Provided data Block Start

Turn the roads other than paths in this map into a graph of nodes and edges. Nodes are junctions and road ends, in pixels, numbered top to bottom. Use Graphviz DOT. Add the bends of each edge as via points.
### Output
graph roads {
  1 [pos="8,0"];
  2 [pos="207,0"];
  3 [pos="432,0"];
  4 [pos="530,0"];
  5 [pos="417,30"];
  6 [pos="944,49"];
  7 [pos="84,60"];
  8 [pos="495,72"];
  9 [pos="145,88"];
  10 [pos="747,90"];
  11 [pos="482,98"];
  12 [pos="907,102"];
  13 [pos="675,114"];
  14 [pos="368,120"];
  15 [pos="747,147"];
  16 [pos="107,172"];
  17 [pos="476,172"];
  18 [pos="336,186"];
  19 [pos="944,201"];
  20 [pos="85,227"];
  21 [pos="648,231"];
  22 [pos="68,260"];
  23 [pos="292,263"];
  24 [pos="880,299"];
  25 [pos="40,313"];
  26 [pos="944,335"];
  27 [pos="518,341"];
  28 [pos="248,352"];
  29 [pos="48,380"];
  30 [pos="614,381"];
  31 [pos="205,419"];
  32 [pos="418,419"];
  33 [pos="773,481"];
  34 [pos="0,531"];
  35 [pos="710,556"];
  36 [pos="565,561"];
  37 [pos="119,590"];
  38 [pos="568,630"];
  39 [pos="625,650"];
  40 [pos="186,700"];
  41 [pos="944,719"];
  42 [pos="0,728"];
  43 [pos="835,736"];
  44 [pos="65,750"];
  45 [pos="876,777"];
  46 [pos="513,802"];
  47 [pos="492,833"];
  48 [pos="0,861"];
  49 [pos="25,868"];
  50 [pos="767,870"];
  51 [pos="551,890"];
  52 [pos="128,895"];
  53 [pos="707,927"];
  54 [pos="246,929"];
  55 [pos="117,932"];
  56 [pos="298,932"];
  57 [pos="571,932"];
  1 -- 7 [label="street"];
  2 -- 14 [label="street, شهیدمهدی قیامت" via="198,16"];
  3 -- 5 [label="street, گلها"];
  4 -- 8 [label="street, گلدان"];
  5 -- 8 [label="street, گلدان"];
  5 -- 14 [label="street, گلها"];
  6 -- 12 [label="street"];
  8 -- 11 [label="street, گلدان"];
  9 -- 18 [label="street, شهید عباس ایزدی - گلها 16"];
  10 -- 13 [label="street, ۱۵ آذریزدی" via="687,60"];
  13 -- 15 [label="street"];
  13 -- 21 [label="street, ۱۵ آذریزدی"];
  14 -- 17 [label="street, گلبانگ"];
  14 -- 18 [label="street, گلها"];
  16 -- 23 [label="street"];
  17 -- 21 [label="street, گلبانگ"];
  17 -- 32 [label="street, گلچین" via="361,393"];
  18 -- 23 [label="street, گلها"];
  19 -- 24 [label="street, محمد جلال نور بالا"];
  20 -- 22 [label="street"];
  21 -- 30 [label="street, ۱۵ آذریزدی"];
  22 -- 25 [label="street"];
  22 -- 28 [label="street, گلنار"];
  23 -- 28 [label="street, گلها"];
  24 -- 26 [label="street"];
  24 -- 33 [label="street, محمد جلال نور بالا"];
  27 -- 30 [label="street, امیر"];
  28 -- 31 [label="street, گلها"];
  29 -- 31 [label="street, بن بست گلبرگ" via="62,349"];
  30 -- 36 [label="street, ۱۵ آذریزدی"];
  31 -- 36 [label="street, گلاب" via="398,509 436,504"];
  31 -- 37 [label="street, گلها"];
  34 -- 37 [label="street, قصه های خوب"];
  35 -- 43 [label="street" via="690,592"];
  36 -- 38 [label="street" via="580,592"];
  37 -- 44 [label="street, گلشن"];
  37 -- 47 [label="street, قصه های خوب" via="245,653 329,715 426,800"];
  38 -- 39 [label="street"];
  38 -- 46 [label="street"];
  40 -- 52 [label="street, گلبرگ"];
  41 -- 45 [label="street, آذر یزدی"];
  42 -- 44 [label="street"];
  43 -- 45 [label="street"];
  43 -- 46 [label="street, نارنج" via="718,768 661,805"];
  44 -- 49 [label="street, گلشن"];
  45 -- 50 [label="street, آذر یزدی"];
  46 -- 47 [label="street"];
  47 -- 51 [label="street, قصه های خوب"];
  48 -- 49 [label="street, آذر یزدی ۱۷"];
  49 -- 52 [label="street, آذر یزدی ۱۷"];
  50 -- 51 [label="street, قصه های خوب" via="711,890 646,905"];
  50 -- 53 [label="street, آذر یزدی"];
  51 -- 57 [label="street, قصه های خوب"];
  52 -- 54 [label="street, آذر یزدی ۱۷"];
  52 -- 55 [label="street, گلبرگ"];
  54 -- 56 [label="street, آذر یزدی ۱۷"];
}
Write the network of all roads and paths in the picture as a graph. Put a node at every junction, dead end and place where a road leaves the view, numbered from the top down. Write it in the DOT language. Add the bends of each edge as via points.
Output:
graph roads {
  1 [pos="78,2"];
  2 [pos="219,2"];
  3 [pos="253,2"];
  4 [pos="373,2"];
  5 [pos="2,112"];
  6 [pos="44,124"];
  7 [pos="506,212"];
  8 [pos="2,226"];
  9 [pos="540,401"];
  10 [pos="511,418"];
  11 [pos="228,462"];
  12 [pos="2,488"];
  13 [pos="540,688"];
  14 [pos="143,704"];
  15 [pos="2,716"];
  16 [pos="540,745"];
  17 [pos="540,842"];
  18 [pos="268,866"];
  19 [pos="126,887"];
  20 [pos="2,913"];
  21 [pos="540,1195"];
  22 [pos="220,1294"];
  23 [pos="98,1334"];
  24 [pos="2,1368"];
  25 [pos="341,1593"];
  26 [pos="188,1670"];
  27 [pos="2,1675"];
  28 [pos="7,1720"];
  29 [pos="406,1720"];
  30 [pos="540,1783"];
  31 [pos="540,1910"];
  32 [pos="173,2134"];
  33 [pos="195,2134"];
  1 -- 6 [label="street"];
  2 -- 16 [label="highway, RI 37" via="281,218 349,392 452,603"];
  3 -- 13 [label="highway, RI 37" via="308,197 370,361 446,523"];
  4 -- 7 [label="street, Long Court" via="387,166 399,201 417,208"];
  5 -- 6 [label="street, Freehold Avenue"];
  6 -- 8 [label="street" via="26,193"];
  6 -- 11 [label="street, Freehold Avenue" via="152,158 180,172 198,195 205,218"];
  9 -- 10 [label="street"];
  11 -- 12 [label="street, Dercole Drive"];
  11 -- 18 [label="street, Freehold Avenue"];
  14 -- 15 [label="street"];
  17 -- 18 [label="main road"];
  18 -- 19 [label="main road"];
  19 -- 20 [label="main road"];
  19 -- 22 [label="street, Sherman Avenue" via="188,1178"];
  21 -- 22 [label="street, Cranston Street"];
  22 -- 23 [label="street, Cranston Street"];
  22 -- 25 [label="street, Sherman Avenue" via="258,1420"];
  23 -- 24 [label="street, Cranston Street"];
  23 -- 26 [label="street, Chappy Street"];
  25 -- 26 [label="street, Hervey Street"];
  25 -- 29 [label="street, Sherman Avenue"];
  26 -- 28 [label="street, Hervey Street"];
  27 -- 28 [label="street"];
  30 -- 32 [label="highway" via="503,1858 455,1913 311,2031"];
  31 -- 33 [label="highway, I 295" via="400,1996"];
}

Provided data Block End

_The problem_
Each line of the material above must be retyped exactly as written.

_Task response_
Turn the roads other than paths in this map into a graph of nodes and edges. Nodes are junctions and road ends, in pixels, numbered top to bottom. Use Graphviz DOT. Add the bends of each edge as via points.
### Output
graph roads {
  1 [pos="8,0"];
  2 [pos="207,0"];
  3 [pos="432,0"];
  4 [pos="530,0"];
  5 [pos="417,30"];
  6 [pos="944,49"];
  7 [pos="84,60"];
  8 [pos="495,72"];
  9 [pos="145,88"];
  10 [pos="747,90"];
  11 [pos="482,98"];
  12 [pos="907,102"];
  13 [pos="675,114"];
  14 [pos="368,120"];
  15 [pos="747,147"];
  16 [pos="107,172"];
  17 [pos="476,172"];
  18 [pos="336,186"];
  19 [pos="944,201"];
  20 [pos="85,227"];
  21 [pos="648,231"];
  22 [pos="68,260"];
  23 [pos="292,263"];
  24 [pos="880,299"];
  25 [pos="40,313"];
  26 [pos="944,335"];
  27 [pos="518,341"];
  28 [pos="248,352"];
  29 [pos="48,380"];
  30 [pos="614,381"];
  31 [pos="205,419"];
  32 [pos="418,419"];
  33 [pos="773,481"];
  34 [pos="0,531"];
  35 [pos="710,556"];
  36 [pos="565,561"];
  37 [pos="119,590"];
  38 [pos="568,630"];
  39 [pos="625,650"];
  40 [pos="186,700"];
  41 [pos="944,719"];
  42 [pos="0,728"];
  43 [pos="835,736"];
  44 [pos="65,750"];
  45 [pos="876,777"];
  46 [pos="513,802"];
  47 [pos="492,833"];
  48 [pos="0,861"];
  49 [pos="25,868"];
  50 [pos="767,870"];
  51 [pos="551,890"];
  52 [pos="128,895"];
  53 [pos="707,927"];
  54 [pos="246,929"];
  55 [pos="117,932"];
  56 [pos="298,932"];
  57 [pos="571,932"];
  1 -- 7 [label="street"];
  2 -- 14 [label="street, شهیدمهدی قیامت" via="198,16"];
  3 -- 5 [label="street, گلها"];
  4 -- 8 [label="street, گلدان"];
  5 -- 8 [label="street, گلدان"];
  5 -- 14 [label="street, گلها"];
  6 -- 12 [label="street"];
  8 -- 11 [label="street, گلدان"];
  9 -- 18 [label="street, شهید عباس ایزدی - گلها 16"];
  10 -- 13 [label="street, ۱۵ آذریزدی" via="687,60"];
  13 -- 15 [label="street"];
  13 -- 21 [label="street, ۱۵ آذریزدی"];
  14 -- 17 [label="street, گلبانگ"];
  14 -- 18 [label="street, گلها"];
  16 -- 23 [label="street"];
  17 -- 21 [label="street, گلبانگ"];
  17 -- 32 [label="street, گلچین" via="361,393"];
  18 -- 23 [label="street, گلها"];
  19 -- 24 [label="street, محمد جلال نور بالا"];
  20 -- 22 [label="street"];
  21 -- 30 [label="street, ۱۵ آذریزدی"];
  22 -- 25 [label="street"];
  22 -- 28 [label="street, گلنار"];
  23 -- 28 [label="street, گلها"];
  24 -- 26 [label="street"];
  24 -- 33 [label="street, محمد جلال نور بالا"];
  27 -- 30 [label="street, امیر"];
  28 -- 31 [label="street, گلها"];
  29 -- 31 [label="street, بن بست گلبرگ" via="62,349"];
  30 -- 36 [label="street, ۱۵ آذریزدی"];
  31 -- 36 [label="street, گلاب" via="398,509 436,504"];
  31 -- 37 [label="street, گلها"];
  34 -- 37 [label="street, قصه های خوب"];
  35 -- 43 [label="street" via="690,592"];
  36 -- 38 [label="street" via="580,592"];
  37 -- 44 [label="street, گلشن"];
  37 -- 47 [label="street, قصه های خوب" via="245,653 329,715 426,800"];
  38 -- 39 [label="street"];
  38 -- 46 [label="street"];
  40 -- 52 [label="street, گلبرگ"];
  41 -- 45 [label="street, آذر یزدی"];
  42 -- 44 [label="street"];
  43 -- 45 [label="street"];
  43 -- 46 [label="street, نارنج" via="718,768 661,805"];
  44 -- 49 [label="street, گلشن"];
  45 -- 50 [label="street, آذر یزدی"];
  46 -- 47 [label="street"];
  47 -- 51 [label="street, قصه های خوب"];
  48 -- 49 [label="street, آذر یزدی ۱۷"];
  49 -- 52 [label="street, آذر یزدی ۱۷"];
  50 -- 51 [label="street, قصه های خوب" via="711,890 646,905"];
  50 -- 53 [label="street, آذر یزدی"];
  51 -- 57 [label="street, قصه های خوب"];
  52 -- 54 [label="street, آذر یزدی ۱۷"];
  52 -- 55 [label="street, گلبرگ"];
  54 -- 56 [label="street, آذر یزدی ۱۷"];
}
Write the network of all roads and paths in the picture as a graph. Put a node at every junction, dead end and place where a road leaves the view, numbered from the top down. Write it in the DOT language. Add the bends of each edge as via points.
Output:
graph roads {
  1 [pos="78,2"];
  2 [pos="219,2"];
  3 [pos="253,2"];
  4 [pos="373,2"];
  5 [pos="2,112"];
  6 [pos="44,124"];
  7 [pos="506,212"];
  8 [pos="2,226"];
  9 [pos="540,401"];
  10 [pos="511,418"];
  11 [pos="228,462"];
  12 [pos="2,488"];
  13 [pos="540,688"];
  14 [pos="143,704"];
  15 [pos="2,716"];
  16 [pos="540,745"];
  17 [pos="540,842"];
  18 [pos="268,866"];
  19 [pos="126,887"];
  20 [pos="2,913"];
  21 [pos="540,1195"];
  22 [pos="220,1294"];
  23 [pos="98,1334"];
  24 [pos="2,1368"];
  25 [pos="341,1593"];
  26 [pos="188,1670"];
  27 [pos="2,1675"];
  28 [pos="7,1720"];
  29 [pos="406,1720"];
  30 [pos="540,1783"];
  31 [pos="540,1910"];
  32 [pos="173,2134"];
  33 [pos="195,2134"];
  1 -- 6 [label="street"];
  2 -- 16 [label="highway, RI 37" via="281,218 349,392 452,603"];
  3 -- 13 [label="highway, RI 37" via="308,197 370,361 446,523"];
  4 -- 7 [label="street, Long Court" via="387,166 399,201 417,208"];
  5 -- 6 [label="street, Freehold Avenue"];
  6 -- 8 [label="street" via="26,193"];
  6 -- 11 [label="street, Freehold Avenue" via="152,158 180,172 198,195 205,218"];
  9 -- 10 [label="street"];
  11 -- 12 [label="street, Dercole Drive"];
  11 -- 18 [label="street, Freehold Avenue"];
  14 -- 15 [label="street"];
  17 -- 18 [label="main road"];
  18 -- 19 [label="main road"];
  19 -- 20 [label="main road"];
  19 -- 22 [label="street, Sherman Avenue" via="188,1178"];
  21 -- 22 [label="street, Cranston Street"];
  22 -- 23 [label="street, Cranston Street"];
  22 -- 25 [label="street, Sherman Avenue" via="258,1420"];
  23 -- 24 [label="street, Cranston Street"];
  23 -- 26 [label="street, Chappy Street"];
  25 -- 26 [label="street, Hervey Street"];
  25 -- 29 [label="street, Sherman Avenue"];
  26 -- 28 [label="street, Hervey Street"];
  27 -- 28 [label="street"];
  30 -- 32 [label="highway" via="503,1858 455,1913 311,2031"];
  31 -- 33 [label="highway, I 295" via="400,1996"];
}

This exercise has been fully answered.